There were concerns that the transition rule imposes an undue financial burden on taxpayers because it disregards losses calculated by the taxpayer for years prior to the transition but not previously recognized. Commenters also said the method for calculating foreign currency gains or losses is unnecessary costly and complex.
8. Final regulations under Section 367 on the treatment of certain transfers of property to foreign corporations. Section 367 imposes immediate or future taxes on property transfers (tangible and intangible) to foreign corporations, subject to certain exceptions. The final regulations eliminate the ability of taxpayers under prior regulations to transfer foreign goodwill and going concern value to a foreign corporation without immediate or future US income tax.

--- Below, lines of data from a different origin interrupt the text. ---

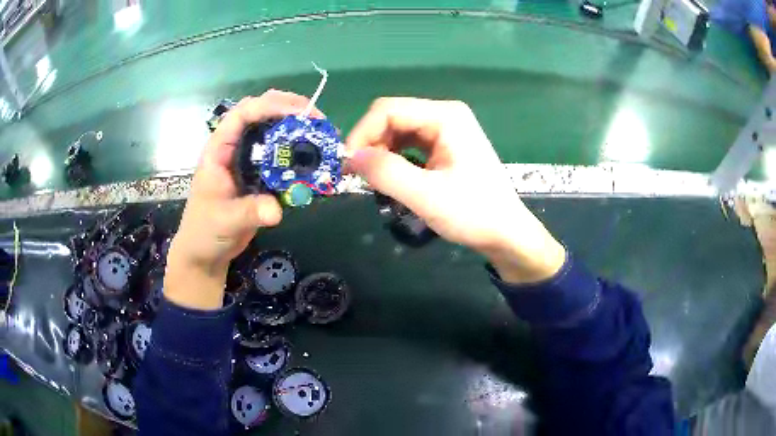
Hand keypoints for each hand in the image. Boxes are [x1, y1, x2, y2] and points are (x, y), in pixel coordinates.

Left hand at [165, 90, 323, 309]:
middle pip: (259, 111)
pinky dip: (296, 149)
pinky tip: (313, 154)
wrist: (206, 251)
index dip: (270, 107)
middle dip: (288, 107)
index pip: (242, 114)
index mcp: (219, 149)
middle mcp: (234, 146)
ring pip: (271, 128)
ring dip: (295, 124)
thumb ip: (250, 213)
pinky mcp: (259, 173)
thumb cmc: (205, 231)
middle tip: (316, 118)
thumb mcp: (225, 220)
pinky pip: (279, 152)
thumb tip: (276, 209)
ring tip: (320, 131)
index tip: (300, 113)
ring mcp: (247, 158)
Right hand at [347, 97, 565, 283]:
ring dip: (381, 153)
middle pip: (392, 117)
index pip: (388, 109)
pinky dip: (395, 159)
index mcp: (445, 116)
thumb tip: (350, 157)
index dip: (362, 133)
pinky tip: (394, 178)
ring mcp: (446, 129)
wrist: (505, 233)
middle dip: (371, 144)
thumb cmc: (473, 213)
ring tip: (376, 180)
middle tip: (360, 176)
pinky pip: (409, 144)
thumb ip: (386, 172)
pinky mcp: (445, 145)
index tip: (347, 164)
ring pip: (398, 131)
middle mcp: (445, 115)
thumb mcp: (426, 195)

Some people who commented thought the final regulations would increase burdens by taxing previously exempt transactions, and that an exception should be provided for transfers of foreign goodwill and going concern value in situations that wouldn’t abuse the exception.
Treasury is requesting comments on whether the eight regulations should be rescinded or modified and, if modified, how they should be modified in order to reduce burdens and complexity. Comments are due by Aug. 7. Notice 2017-38 includes instructions on how to submit comments.